▶ Work instruction:
Each record below needs to be written out exactly as it appears.

[Collected data]
· · · · · · ·

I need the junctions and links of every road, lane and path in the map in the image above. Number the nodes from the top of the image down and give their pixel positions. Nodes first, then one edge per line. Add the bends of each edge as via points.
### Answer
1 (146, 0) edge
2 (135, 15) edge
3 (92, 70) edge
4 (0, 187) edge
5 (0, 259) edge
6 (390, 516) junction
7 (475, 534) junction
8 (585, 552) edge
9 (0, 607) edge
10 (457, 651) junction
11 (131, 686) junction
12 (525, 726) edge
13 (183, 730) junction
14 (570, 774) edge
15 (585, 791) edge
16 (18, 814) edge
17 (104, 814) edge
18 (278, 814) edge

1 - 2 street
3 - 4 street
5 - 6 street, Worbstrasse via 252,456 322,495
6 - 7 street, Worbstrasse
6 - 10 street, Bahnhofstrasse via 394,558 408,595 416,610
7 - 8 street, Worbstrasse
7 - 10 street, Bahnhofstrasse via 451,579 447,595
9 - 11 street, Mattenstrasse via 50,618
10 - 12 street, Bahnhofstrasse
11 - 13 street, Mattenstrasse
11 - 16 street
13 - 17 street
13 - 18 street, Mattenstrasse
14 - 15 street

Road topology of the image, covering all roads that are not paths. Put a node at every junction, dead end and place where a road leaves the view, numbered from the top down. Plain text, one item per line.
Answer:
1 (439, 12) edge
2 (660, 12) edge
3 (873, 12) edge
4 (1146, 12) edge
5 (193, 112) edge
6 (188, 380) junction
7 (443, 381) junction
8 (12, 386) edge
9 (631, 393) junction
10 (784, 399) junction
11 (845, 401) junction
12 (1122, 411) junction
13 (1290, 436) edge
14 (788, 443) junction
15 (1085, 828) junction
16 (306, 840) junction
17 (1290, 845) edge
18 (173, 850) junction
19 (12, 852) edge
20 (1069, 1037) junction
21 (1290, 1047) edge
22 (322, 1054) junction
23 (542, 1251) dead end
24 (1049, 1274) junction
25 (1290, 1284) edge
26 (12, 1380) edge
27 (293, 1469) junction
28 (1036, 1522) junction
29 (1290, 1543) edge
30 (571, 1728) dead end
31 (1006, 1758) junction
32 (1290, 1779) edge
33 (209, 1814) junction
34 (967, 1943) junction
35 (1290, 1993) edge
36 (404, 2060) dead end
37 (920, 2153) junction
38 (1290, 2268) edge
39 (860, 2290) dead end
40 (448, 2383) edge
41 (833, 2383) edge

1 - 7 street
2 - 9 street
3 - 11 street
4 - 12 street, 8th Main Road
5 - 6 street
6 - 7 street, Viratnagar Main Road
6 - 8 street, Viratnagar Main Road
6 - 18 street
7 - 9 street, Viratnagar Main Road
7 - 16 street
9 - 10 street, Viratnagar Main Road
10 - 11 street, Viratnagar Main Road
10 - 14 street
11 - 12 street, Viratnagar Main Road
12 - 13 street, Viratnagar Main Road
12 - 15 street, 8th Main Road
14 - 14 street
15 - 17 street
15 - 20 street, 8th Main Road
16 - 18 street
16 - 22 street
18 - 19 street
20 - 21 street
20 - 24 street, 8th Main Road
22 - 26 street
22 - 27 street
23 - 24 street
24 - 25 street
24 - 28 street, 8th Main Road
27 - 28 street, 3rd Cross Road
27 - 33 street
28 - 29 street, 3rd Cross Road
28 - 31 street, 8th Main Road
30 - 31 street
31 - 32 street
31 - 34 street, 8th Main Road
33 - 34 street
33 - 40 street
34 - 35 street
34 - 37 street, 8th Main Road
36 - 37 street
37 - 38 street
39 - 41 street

· · · · · · ·

▶ Result of this exercise:
I need the junctions and links of every road, lane and path in the map in the image above. Number the nodes from the top of the image down and give their pixel positions. Nodes first, then one edge per line. Add the bends of each edge as via points.
### Answer
1 (146, 0) edge
2 (135, 15) edge
3 (92, 70) edge
4 (0, 187) edge
5 (0, 259) edge
6 (390, 516) junction
7 (475, 534) junction
8 (585, 552) edge
9 (0, 607) edge
10 (457, 651) junction
11 (131, 686) junction
12 (525, 726) edge
13 (183, 730) junction
14 (570, 774) edge
15 (585, 791) edge
16 (18, 814) edge
17 (104, 814) edge
18 (278, 814) edge

1 - 2 street
3 - 4 street
5 - 6 street, Worbstrasse via 252,456 322,495
6 - 7 street, Worbstrasse
6 - 10 street, Bahnhofstrasse via 394,558 408,595 416,610
7 - 8 street, Worbstrasse
7 - 10 street, Bahnhofstrasse via 451,579 447,595
9 - 11 street, Mattenstrasse via 50,618
10 - 12 street, Bahnhofstrasse
11 - 13 street, Mattenstrasse
11 - 16 street
13 - 17 street
13 - 18 street, Mattenstrasse
14 - 15 street

Road topology of the image, covering all roads that are not paths. Put a node at every junction, dead end and place where a road leaves the view, numbered from the top down. Plain text, one item per line.
Answer:
1 (439, 12) edge
2 (660, 12) edge
3 (873, 12) edge
4 (1146, 12) edge
5 (193, 112) edge
6 (188, 380) junction
7 (443, 381) junction
8 (12, 386) edge
9 (631, 393) junction
10 (784, 399) junction
11 (845, 401) junction
12 (1122, 411) junction
13 (1290, 436) edge
14 (788, 443) junction
15 (1085, 828) junction
16 (306, 840) junction
17 (1290, 845) edge
18 (173, 850) junction
19 (12, 852) edge
20 (1069, 1037) junction
21 (1290, 1047) edge
22 (322, 1054) junction
23 (542, 1251) dead end
24 (1049, 1274) junction
25 (1290, 1284) edge
26 (12, 1380) edge
27 (293, 1469) junction
28 (1036, 1522) junction
29 (1290, 1543) edge
30 (571, 1728) dead end
31 (1006, 1758) junction
32 (1290, 1779) edge
33 (209, 1814) junction
34 (967, 1943) junction
35 (1290, 1993) edge
36 (404, 2060) dead end
37 (920, 2153) junction
38 (1290, 2268) edge
39 (860, 2290) dead end
40 (448, 2383) edge
41 (833, 2383) edge

1 - 7 street
2 - 9 street
3 - 11 street
4 - 12 street, 8th Main Road
5 - 6 street
6 - 7 street, Viratnagar Main Road
6 - 8 street, Viratnagar Main Road
6 - 18 street
7 - 9 street, Viratnagar Main Road
7 - 16 street
9 - 10 street, Viratnagar Main Road
10 - 11 street, Viratnagar Main Road
10 - 14 street
11 - 12 street, Viratnagar Main Road
12 - 13 street, Viratnagar Main Road
12 - 15 street, 8th Main Road
14 - 14 street
15 - 17 street
15 - 20 street, 8th Main Road
16 - 18 street
16 - 22 street
18 - 19 street
20 - 21 street
20 - 24 street, 8th Main Road
22 - 26 street
22 - 27 street
23 - 24 street
24 - 25 street
24 - 28 street, 8th Main Road
27 - 28 street, 3rd Cross Road
27 - 33 street
28 - 29 street, 3rd Cross Road
28 - 31 street, 8th Main Road
30 - 31 street
31 - 32 street
31 - 34 street, 8th Main Road
33 - 34 street
33 - 40 street
34 - 35 street
34 - 37 street, 8th Main Road
36 - 37 street
37 - 38 street
39 - 41 street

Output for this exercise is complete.